*** DATA EXTRACTS Section Begins ***
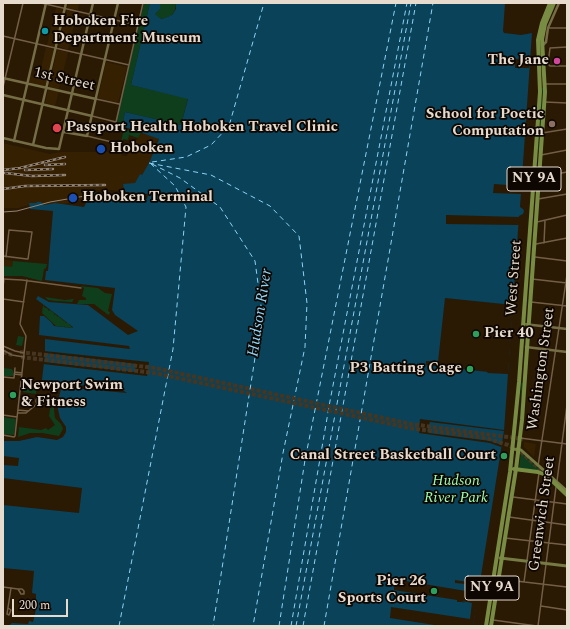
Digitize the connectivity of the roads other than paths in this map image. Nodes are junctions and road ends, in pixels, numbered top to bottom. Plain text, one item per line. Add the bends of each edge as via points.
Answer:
1 (23, 3) edge
2 (41, 3) edge
3 (66, 3) edge
4 (94, 3) edge
5 (118, 3) edge
6 (143, 3) edge
7 (550, 3) edge
8 (554, 3) edge
9 (559, 3) edge
10 (46, 4) edge
11 (65, 9) junction
12 (91, 15) junction
13 (114, 20) junction
14 (138, 25) junction
15 (548, 28) junction
16 (567, 28) edge
17 (3, 36) edge
18 (14, 38) junction
19 (37, 44) junction
20 (542, 46) junction
21 (567, 47) edge
22 (56, 48) junction
23 (82, 54) junction
24 (538, 54) junction
25 (104, 59) junction
26 (129, 65) junction
27 (567, 66) edge
28 (4, 78) edge
29 (27, 84) junction
30 (545, 84) junction
31 (567, 84) edge
32 (3, 87) edge
33 (47, 88) junction
34 (73, 94) junction
35 (3, 95) edge
36 (96, 99) junction
37 (24, 100) junction
38 (544, 102) junction
39 (567, 103) edge
40 (43, 104) junction
41 (120, 104) junction
42 (68, 110) junction
43 (92, 116) junction
44 (567, 129) edge
45 (64, 132) junction
46 (542, 133) junction
47 (87, 136) junction
48 (3, 138) edge
49 (14, 141) junction
50 (116, 143) dead end
51 (33, 145) junction
52 (567, 150) edge
53 (541, 155) junction
54 (567, 172) edge
55 (540, 177) junction
56 (567, 194) edge
57 (538, 199) junction
58 (567, 215) edge
59 (545, 220) junction
60 (537, 222) junction
61 (567, 238) edge
62 (544, 243) junction
63 (535, 244) junction
64 (3, 256) edge
65 (6, 257) junction
66 (534, 257) junction
67 (567, 261) edge
68 (567, 275) edge
69 (532, 279) junction
70 (3, 280) edge
71 (27, 280) junction
72 (566, 283) edge
73 (3, 287) edge
74 (81, 288) dead end
75 (3, 299) edge
76 (24, 302) junction
77 (531, 302) junction
78 (562, 306) junction
79 (567, 306) edge
80 (524, 324) junction
81 (529, 324) junction
82 (559, 328) junction
83 (567, 329) edge
84 (3, 346) edge
85 (522, 346) junction
86 (527, 347) junction
87 (3, 350) edge
88 (556, 351) junction
89 (567, 352) edge
90 (24, 353) junction
91 (24, 357) junction
92 (15, 368) dead end
93 (14, 373) junction
94 (22, 374) junction
95 (3, 377) edge
96 (37, 404) junction
97 (567, 405) edge
98 (18, 411) junction
99 (3, 415) edge
100 (17, 417) junction
101 (566, 420) edge
102 (3, 435) edge
103 (520, 438) junction
104 (543, 441) junction
105 (562, 444) junction
106 (567, 444) edge
107 (512, 449) junction
108 (519, 450) junction
109 (538, 466) junction
110 (510, 468) junction
111 (516, 469) junction
112 (539, 473) junction
113 (557, 483) junction
114 (567, 491) edge
115 (567, 495) edge
116 (511, 497) junction
117 (535, 500) junction
118 (554, 502) junction
119 (567, 504) edge
120 (508, 517) junction
121 (532, 520) junction
122 (552, 523) junction
123 (567, 525) edge
124 (500, 537) junction
125 (505, 537) junction
126 (530, 541) junction
127 (549, 543) junction
128 (567, 546) edge
129 (497, 557) junction
130 (502, 558) junction
131 (527, 561) junction
132 (546, 564) junction
133 (567, 566) edge
134 (499, 579) junction
135 (524, 582) junction
136 (543, 584) junction
137 (3, 587) edge
138 (567, 587) edge
139 (11, 588) junction
140 (18, 589) dead end
141 (540, 606) junction
142 (8, 608) dead end
143 (567, 610) edge
144 (487, 619) junction
145 (492, 620) junction
146 (486, 626) edge
147 (491, 626) edge
148 (537, 626) edge

1 - 18 street
2 - 10 street
3 - 11 street
4 - 12 street
5 - 13 street
6 - 14 street
7 - 24 highway, West Street / NY 9A via 539,31
8 - 20 highway, West Street / NY 9A via 545,26
9 - 15 street
10 - 11 street
10 - 19 street
11 - 12 street
11 - 22 street
12 - 13 street
12 - 23 street
13 - 14 street
13 - 25 street
14 - 26 street
15 - 16 street
15 - 20 street via 546,42
17 - 18 street
18 - 19 street
18 - 28 street
19 - 22 street
19 - 29 street
20 - 24 street
20 - 30 highway, West Street / NY 9A
21 - 27 street via 551,47 548,64
22 - 23 street
22 - 33 street
23 - 25 street
23 - 34 street
24 - 80 highway, West Street / NY 9A via 540,92
25 - 26 street
25 - 36 street
26 - 41 street
28 - 29 street, 1st Street
28 - 32 street
29 - 33 street, 1st Street
29 - 37 street
30 - 31 street
30 - 38 highway, West Street / NY 9A
33 - 34 street, 1st Street
33 - 40 street
34 - 36 street, 1st Street
34 - 42 street
35 - 37 street
36 - 41 street, 1st Street
36 - 43 street
37 - 40 street
37 - 49 street
38 - 39 street
38 - 46 highway, West Street / NY 9A
40 - 42 street
40 - 51 street
41 - 43 street via 116,122
42 - 43 street
42 - 45 street
43 - 47 street
44 - 46 street
45 - 47 street
45 - 51 street via 59,150
46 - 53 highway, West Street / NY 9A
47 - 50 street
48 - 49 street
49 - 51 street
52 - 53 street
53 - 55 highway, West Street / NY 9A
54 - 55 street
55 - 57 highway, West Street / NY 9A
56 - 57 street
57 - 60 highway, West Street / NY 9A
58 - 59 street
59 - 60 street
59 - 62 street
60 - 63 highway, West Street / NY 9A
61 - 62 street
62 - 63 street
63 - 66 highway, West Street / NY 9A
64 - 65 street
65 - 65 street via 28,259 32,232 9,230
66 - 67 street
66 - 69 highway, West Street / NY 9A
68 - 72 street, Washington Street
69 - 72 street
69 - 77 highway, West Street / NY 9A
70 - 71 street
70 - 73 street
71 - 74 street
71 - 76 street
72 - 78 street, Washington Street
75 - 76 street
76 - 90 street via 20,325 26,334
77 - 78 street
77 - 81 highway, West Street / NY 9A
78 - 79 street
78 - 82 street, Washington Street
80 - 81 street
80 - 85 highway, West Street / NY 9A
81 - 82 street
81 - 86 highway, West Street / NY 9A
82 - 83 street
82 - 88 street, Washington Street
84 - 90 street
85 - 86 street
85 - 107 highway, West Street / NY 9A
86 - 88 street
86 - 103 highway, West Street / NY 9A
87 - 91 street
88 - 89 street
88 - 104 street, Washington Street
90 - 91 street
91 - 94 street
92 - 93 street
93 - 94 street
93 - 95 street via 14,378
94 - 98 street
96 - 96 street via 43,404 44,399 38,398
96 - 98 street via 28,411
97 - 101 street, Greenwich Street
98 - 100 street
99 - 100 street
100 - 102 street via 16,436
101 - 105 street, Greenwich Street
103 - 104 street
103 - 108 highway, West Street / NY 9A
104 - 105 street
104 - 109 street, Washington Street
105 - 106 street
105 - 113 street, Greenwich Street
107 - 108 main road
107 - 110 highway, West Street / NY 9A
108 - 109 main road
108 - 111 highway, West Street / NY 9A
109 - 113 main road
110 - 111 highway
110 - 124 highway, West Street / NY 9A
111 - 112 highway
111 - 116 highway, West Street / NY 9A
112 - 113 highway
112 - 117 street
113 - 114 main road
113 - 115 highway
113 - 118 street, Greenwich Street
116 - 117 street
116 - 120 highway, West Street / NY 9A
117 - 118 street
117 - 121 street
118 - 119 street
118 - 122 street, Greenwich Street
120 - 121 street
120 - 125 highway, West Street / NY 9A
121 - 122 street
121 - 126 street
122 - 123 street
122 - 127 street, Greenwich Street
124 - 125 street
124 - 129 highway, West Street / NY 9A
125 - 126 street
125 - 130 highway, West Street / NY 9A
126 - 127 street
126 - 131 street
127 - 128 street
127 - 132 street, Greenwich Street
129 - 130 main road
129 - 144 highway, West Street / NY 9A
130 - 131 main road
130 - 134 highway, West Street / NY 9A
131 - 132 main road
131 - 135 street
132 - 133 main road
132 - 136 street, Greenwich Street
134 - 135 street
134 - 145 highway, West Street / NY 9A
135 - 136 street
136 - 138 street
136 - 141 street, Greenwich Street
137 - 139 street
139 - 140 street
139 - 142 street
141 - 143 street
141 - 148 street, Greenwich Street
144 - 145 street
144 - 146 highway, West Street / NY 9A
145 - 147 highway, West Street / NY 9A
145 - 148 street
*** DATA EXTRACTS Section Ends ***
> **TASK TO COMPLETE**
Reproduce every line above that contains the string "main".

> **ANSWER SPACE**
107 - 108 main road
108 - 109 main road
109 - 113 main road
113 - 114 main road
129 - 130 main road
130 - 131 main road
131 - 132 main road
132 - 133 main road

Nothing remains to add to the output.